▶ _What you should do_
This exercise calls for a copy of every line in the listing below that carries the word "Kuyovboshi".

▶ _Records for the exercise_
+--

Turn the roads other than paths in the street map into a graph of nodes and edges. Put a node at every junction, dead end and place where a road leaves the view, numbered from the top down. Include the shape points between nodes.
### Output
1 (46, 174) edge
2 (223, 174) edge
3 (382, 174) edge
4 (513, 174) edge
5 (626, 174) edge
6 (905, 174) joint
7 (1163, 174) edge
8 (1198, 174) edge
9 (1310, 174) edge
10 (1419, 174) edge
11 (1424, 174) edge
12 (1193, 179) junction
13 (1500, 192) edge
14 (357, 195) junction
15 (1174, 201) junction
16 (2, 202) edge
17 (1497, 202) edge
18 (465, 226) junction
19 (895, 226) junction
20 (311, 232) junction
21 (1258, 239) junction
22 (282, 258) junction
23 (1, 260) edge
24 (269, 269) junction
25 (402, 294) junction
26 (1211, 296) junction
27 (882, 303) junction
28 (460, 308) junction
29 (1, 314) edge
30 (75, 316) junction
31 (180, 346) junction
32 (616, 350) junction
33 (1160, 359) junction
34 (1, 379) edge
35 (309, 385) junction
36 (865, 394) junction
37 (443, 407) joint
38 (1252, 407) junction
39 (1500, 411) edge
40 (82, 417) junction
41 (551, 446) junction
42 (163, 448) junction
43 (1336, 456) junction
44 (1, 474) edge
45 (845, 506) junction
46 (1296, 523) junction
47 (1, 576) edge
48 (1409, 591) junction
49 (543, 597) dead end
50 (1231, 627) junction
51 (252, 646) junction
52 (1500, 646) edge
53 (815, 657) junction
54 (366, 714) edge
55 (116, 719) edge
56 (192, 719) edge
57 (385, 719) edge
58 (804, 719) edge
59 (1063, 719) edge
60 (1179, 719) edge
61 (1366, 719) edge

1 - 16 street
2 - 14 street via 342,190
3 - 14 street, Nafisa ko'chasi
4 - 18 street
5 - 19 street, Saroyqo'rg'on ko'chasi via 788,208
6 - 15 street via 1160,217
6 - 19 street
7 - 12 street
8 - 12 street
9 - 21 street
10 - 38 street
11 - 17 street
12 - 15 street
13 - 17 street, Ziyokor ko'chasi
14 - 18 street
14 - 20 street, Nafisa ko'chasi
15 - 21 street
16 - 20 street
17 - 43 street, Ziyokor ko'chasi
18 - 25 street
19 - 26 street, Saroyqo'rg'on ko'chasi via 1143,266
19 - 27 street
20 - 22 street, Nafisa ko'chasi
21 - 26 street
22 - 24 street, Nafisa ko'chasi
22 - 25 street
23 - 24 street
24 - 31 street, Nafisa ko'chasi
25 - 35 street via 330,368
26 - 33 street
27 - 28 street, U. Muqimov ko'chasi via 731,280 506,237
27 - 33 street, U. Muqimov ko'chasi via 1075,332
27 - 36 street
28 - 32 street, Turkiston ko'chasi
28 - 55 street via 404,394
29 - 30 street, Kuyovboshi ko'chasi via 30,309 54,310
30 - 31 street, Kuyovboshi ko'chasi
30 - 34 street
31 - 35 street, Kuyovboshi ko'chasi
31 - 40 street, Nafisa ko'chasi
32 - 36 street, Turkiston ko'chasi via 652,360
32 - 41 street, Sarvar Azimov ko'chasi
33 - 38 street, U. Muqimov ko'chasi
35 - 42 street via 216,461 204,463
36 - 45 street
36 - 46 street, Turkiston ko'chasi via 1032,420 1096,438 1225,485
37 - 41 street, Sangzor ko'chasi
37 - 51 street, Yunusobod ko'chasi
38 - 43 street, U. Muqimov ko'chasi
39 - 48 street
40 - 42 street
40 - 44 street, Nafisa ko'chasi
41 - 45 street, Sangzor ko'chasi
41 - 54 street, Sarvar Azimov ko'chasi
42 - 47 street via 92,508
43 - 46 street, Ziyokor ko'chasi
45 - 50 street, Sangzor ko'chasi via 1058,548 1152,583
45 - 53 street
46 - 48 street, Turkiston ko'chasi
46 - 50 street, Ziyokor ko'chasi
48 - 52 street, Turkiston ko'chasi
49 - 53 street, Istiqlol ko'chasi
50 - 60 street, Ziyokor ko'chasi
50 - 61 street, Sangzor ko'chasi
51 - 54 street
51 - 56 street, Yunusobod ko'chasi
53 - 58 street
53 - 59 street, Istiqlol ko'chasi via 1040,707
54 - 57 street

+--

▶ _Task solution_
29 - 30 street, Kuyovboshi ko'chasi via 30,309 54,310
30 - 31 street, Kuyovboshi ko'chasi
31 - 35 street, Kuyovboshi ko'chasi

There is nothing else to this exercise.